#World News

US migrant crisis shifts from Texas to California border


By Sumi Somaskanda & Naomi Choy Smith

On a blustery morning last month, volunteer Adriana Jasso raised the flaps to a tent propped up against the massive steel bars of the fence that straddles this stretch of the US-Mexico border. On her side, plastic tables were piled with apples, packets of hot chocolate, mylar blankets and stacks of ponchos – supplies waiting for hungry and tired migrants who had travelled for weeks, or even months, to reach California.

On the other side, visible through the gaps in the towering barrier, a group of more than 100 people – from countries including Ecuador, Colombia, China and Rwanda – huddled together, waiting to be let through on to US soil. This border point south of San Diego is now one of the busiest along the entire US-Mexico frontier, which stretches around 1,950 miles (3,140km) from here to eastern Texas and the Gulf of Mexico.

A record surge of illegal border crossings in recent years has fuelled the debate over immigration and border security, emerging as a key voter concern ahead of the US presidential election in November. While the border crisis has mostly centred on Texas, where Republican Governor Greg Abbott has waged a fight with President Joe Biden over his immigration policies, recent figures show the geography of the US migration problem is shifting west to border states like Arizona and California.

In San Ysidro, some 16 miles south of wealthy San Diego, crossings were up 85% in February from the previous year compared with Texas, which saw illegal entries dip during the same period. The BBC’s US partner CBS reported that in January, the border crossing in Del Rio, Texas, recorded a few hundred apprehensions a day – compared to 2,300 daily migrant crossings in December.

The migrant flow shift is due in part to the Texas governor’s clampdown on illegal migration and Mexican authorities tightening security across the border as well.

The sheer number of people arriving has overwhelmed resources in the San Diego area; after migrants are apprehended and processed at a facility near the border, local officials told the BBC that up to 1,000 people a day are being released at city train and bus stops.

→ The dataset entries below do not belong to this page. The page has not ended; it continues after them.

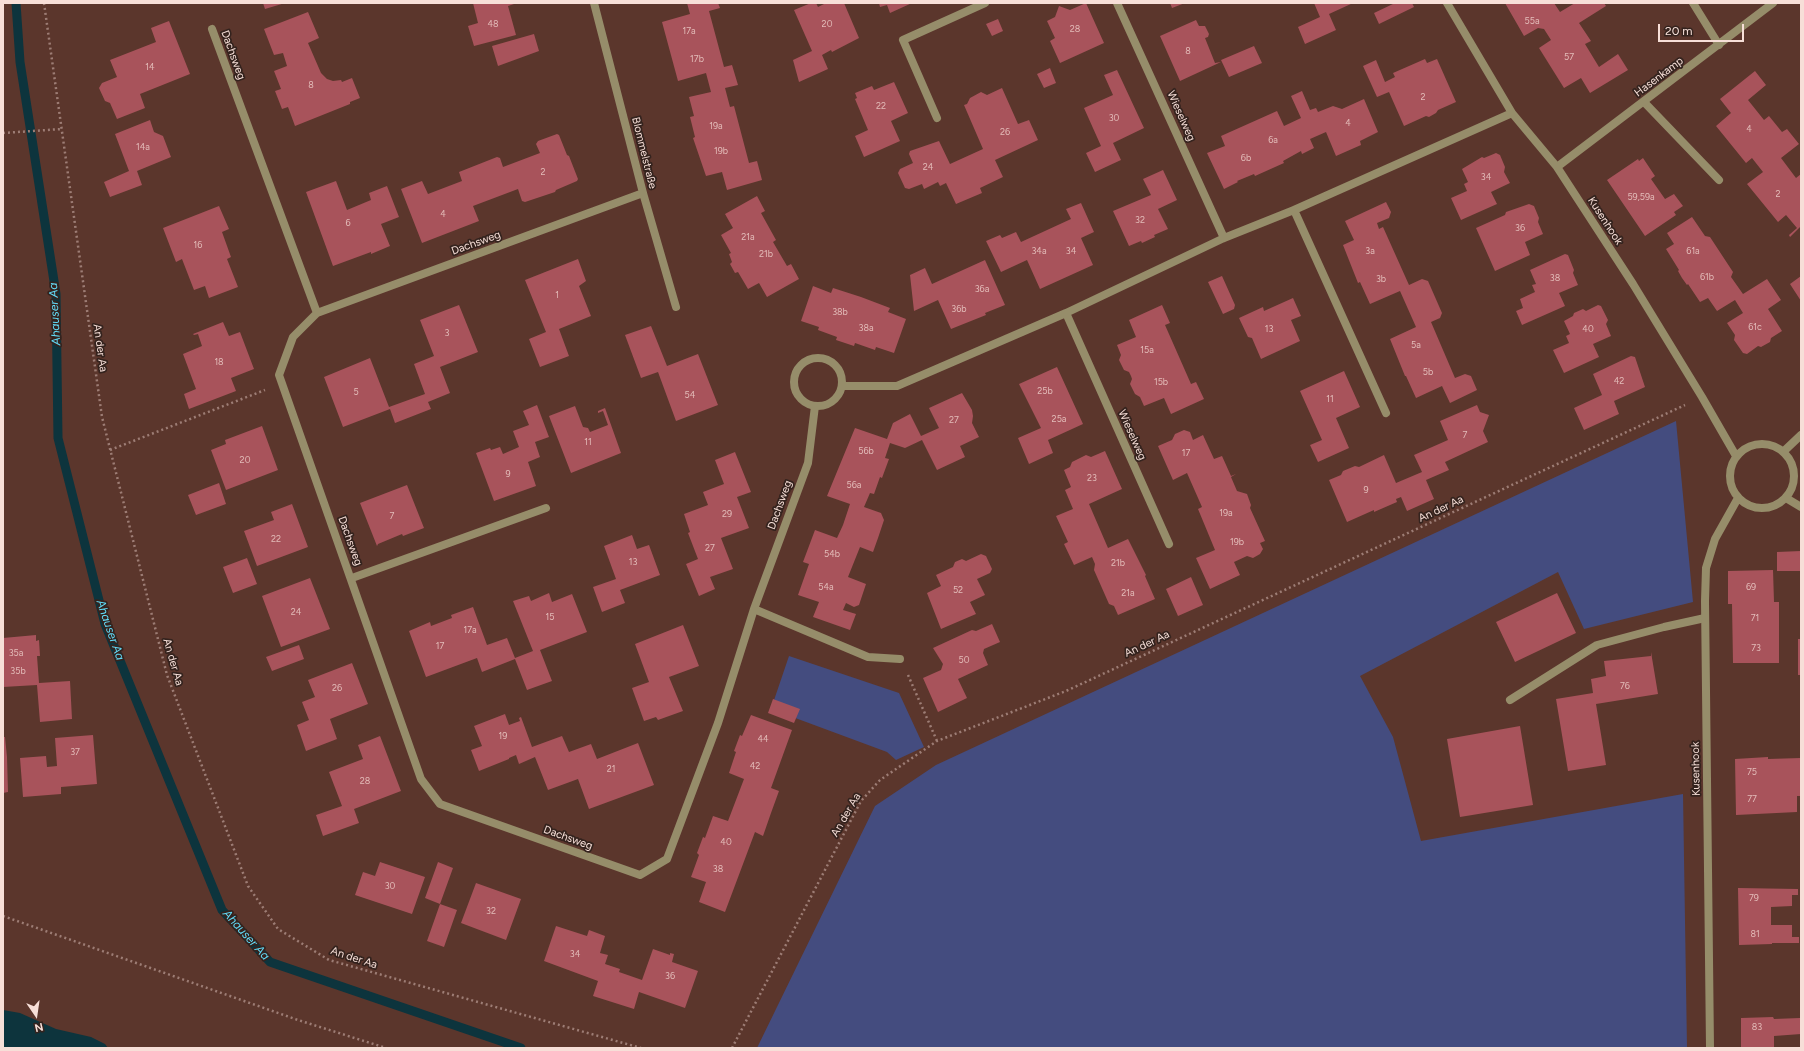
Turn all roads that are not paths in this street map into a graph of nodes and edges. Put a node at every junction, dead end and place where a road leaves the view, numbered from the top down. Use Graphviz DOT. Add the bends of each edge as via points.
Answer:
graph roads {
  1 [pos="594,3"];
  2 [pos="985,3"];
  3 [pos="1117,3"];
  4 [pos="1447,3"];
  5 [pos="1693,3"];
  6 [pos="1773,3"];
  7 [pos="212,29"];
  8 [pos="1719,45"];
  9 [pos="1644,102"];
  10 [pos="1512,113"];
  11 [pos="937,118"];
  12 [pos="1556,167"];
  13 [pos="1719,180"];
  14 [pos="643,193"];
  15 [pos="1294,210"];
  16 [pos="1224,238"];
  17 [pos="676,307"];
  18 [pos="1066,313"];
  19 [pos="317,314"];
  20 [pos="843,386"];
  21 [pos="815,406"];
  22 [pos="1386,413"];
  23 [pos="1801,435"];
  24 [pos="1783,452"];
  25 [pos="1736,456"];
  26 [pos="1738,498"];
  27 [pos="1786,498"];
  28 [pos="1801,507"];
  29 [pos="546,508"];
  30 [pos="1169,544"];
  31 [pos="352,578"];
  32 [pos="754,609"];
  33 [pos="1705,618"];
  34 [pos="900,659"];
  35 [pos="1510,700"];
  36 [pos="1710,1048"];
  1 -- 14 [label="street, Blommelstraße"];
  2 -- 11 [label="street" via="903,40"];
  3 -- 16 [label="street, Wieselweg"];
  4 -- 10 [label="street, Kusenhook"];
  5 -- 8 [label="street"];
  6 -- 8 [label="street, Hasenkamp"];
  7 -- 19 [label="street, Dachsweg"];
  8 -- 9 [label="street, Hasenkamp"];
  9 -- 12 [label="street, Hasenkamp"];
  9 -- 13 [label="street"];
  10 -- 12 [label="street, Kusenhook"];
  10 -- 15 [label="street"];
  12 -- 25 [label="street, Kusenhook" via="1633,284"];
  14 -- 17 [label="street, Blommelstraße"];
  14 -- 19 [label="street, Dachsweg"];
  15 -- 16 [label="street"];
  15 -- 22 [label="street"];
  16 -- 18 [label="street"];
  18 -- 20 [label="street" via="897,386"];
  18 -- 30 [label="street, Wieselweg"];
  19 -- 31 [label="street, Dachsweg" via="293,337 279,376"];
  20 -- 21 [label="street" via="830,403"];
  20 -- 21 [label="street" via="842,375 833,362 818,357 804,362 797,369 794,385 801,399"];
  21 -- 32 [label="street, Dachsweg" via="808,463"];
  23 -- 24 [label="street"];
  24 -- 25 [label="street" via="1766,444 1755,444"];
  24 -- 27 [label="street" via="1789,457 1794,477 1792,488"];
  25 -- 26 [label="street" via="1730,472 1731,485"];
  26 -- 27 [label="street" via="1750,506 1765,508 1776,505"];
  26 -- 33 [label="street, Kusenhook" via="1715,539 1706,568"];
  27 -- 28 [label="street"];
  29 -- 31 [label="street, Dachsweg"];
  31 -- 32 [label="street, Dachsweg" via="422,779 440,804 640,875 667,859 718,723"];
  32 -- 34 [label="street" via="868,657"];
  33 -- 35 [label="street" via="1598,645"];
  33 -- 36 [label="street, Kusenhook"];
}
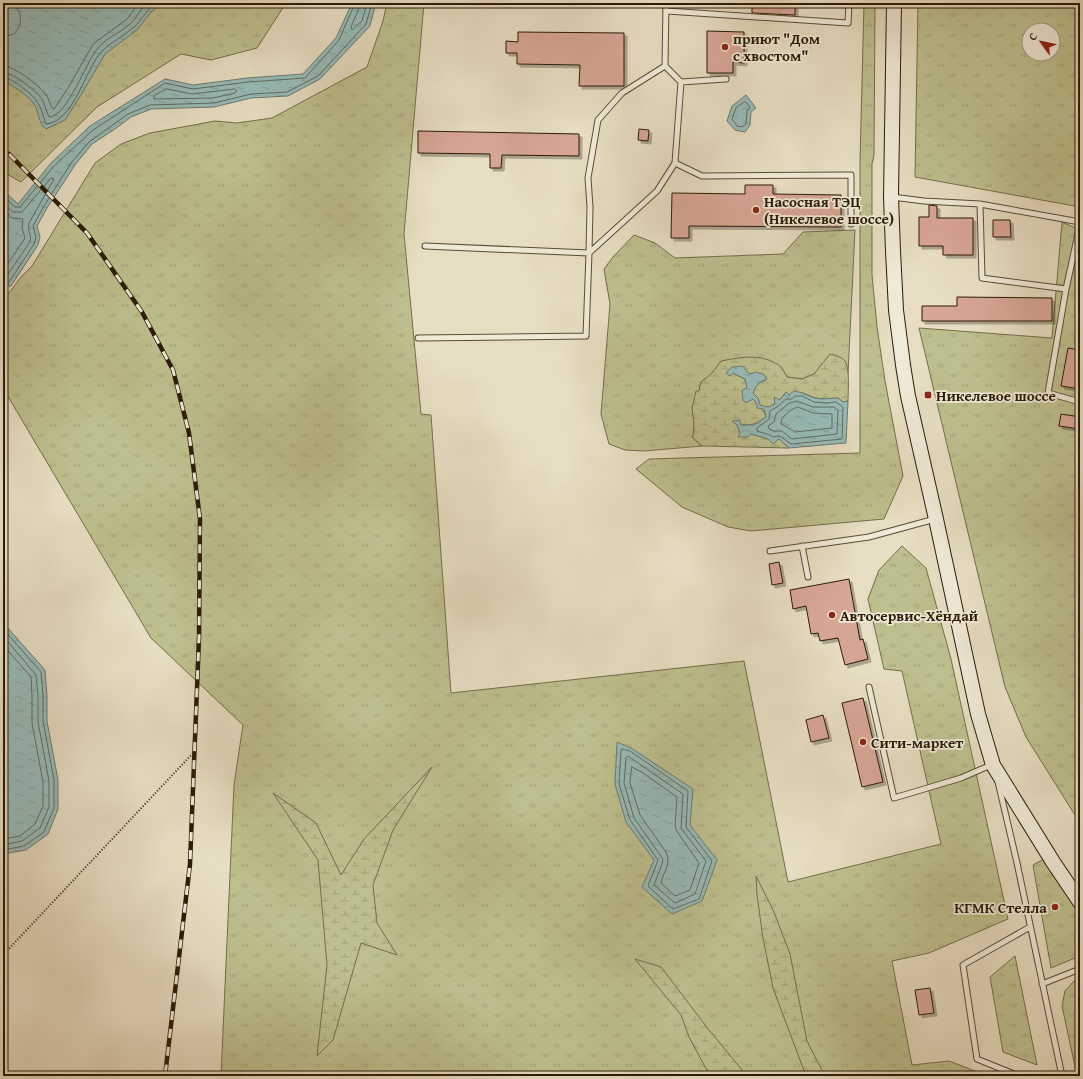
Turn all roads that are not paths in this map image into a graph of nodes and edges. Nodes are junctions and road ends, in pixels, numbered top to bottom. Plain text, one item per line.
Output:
1 (666, 3) edge
2 (849, 3) edge
3 (894, 3) edge
4 (667, 11) junction
5 (665, 66) junction
6 (726, 79) dead end
7 (681, 82) junction
8 (675, 163) junction
9 (891, 197) junction
10 (980, 204) junction
11 (1080, 222) edge
12 (851, 224) dead end
13 (1080, 226) edge
14 (425, 246) dead end
15 (590, 253) junction
16 (1066, 290) junction
17 (418, 338) dead end
18 (1080, 402) edge
19 (936, 519) junction
20 (802, 546) junction
21 (770, 551) dead end
22 (808, 577) dead end
23 (869, 687) dead end
24 (993, 764) junction
25 (1080, 902) edge
26 (1030, 927) junction
27 (1080, 969) edge
28 (1042, 984) junction
29 (1019, 1076) edge
30 (1062, 1076) edge

1 - 4 lane
2 - 4 lane
3 - 9 main road
4 - 5 lane
5 - 7 lane
5 - 15 lane
6 - 7 lane
7 - 8 lane
8 - 12 lane
8 - 15 lane
9 - 10 lane
9 - 19 main road
10 - 11 lane
10 - 16 lane
13 - 16 lane
14 - 15 lane
15 - 17 lane
16 - 18 lane
19 - 20 lane
19 - 24 main road
20 - 21 lane
20 - 22 lane
23 - 24 lane
24 - 25 main road
24 - 26 lane
26 - 28 lane
26 - 29 lane
27 - 28 lane
28 - 30 lane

Just after 8am, Border Patrol agents arrived and opened the gate to begin intake on the strip of land where migrants have been waiting. Men are allowed only one layer of clothing, women and children two; they line up and pull off jackets and shoelaces (which are not allowed at the processing centre due to safety concerns), packing them into plastic bags or backpacks. From there, they file on to buses and head to a processing centre, where they are registered and can file a claim for asylum. The vast majority are heading to towns and cities across the US where they have family, friends and networks.

The influx of migrants scattered across the country has strained communities, frustrating local officials and placing immigration at the top of the political agenda. A Wall Street Journal poll released in March ranked immigration among the top two issues for registered voters in seven battleground states – Arizona, Georgia, Michigan, Nevada, North Carolina, Pennsylvania and Wisconsin. At least 72% of those voters across the seven states said the country’s immigration policy and border security were heading in the wrong direction, according to the survey.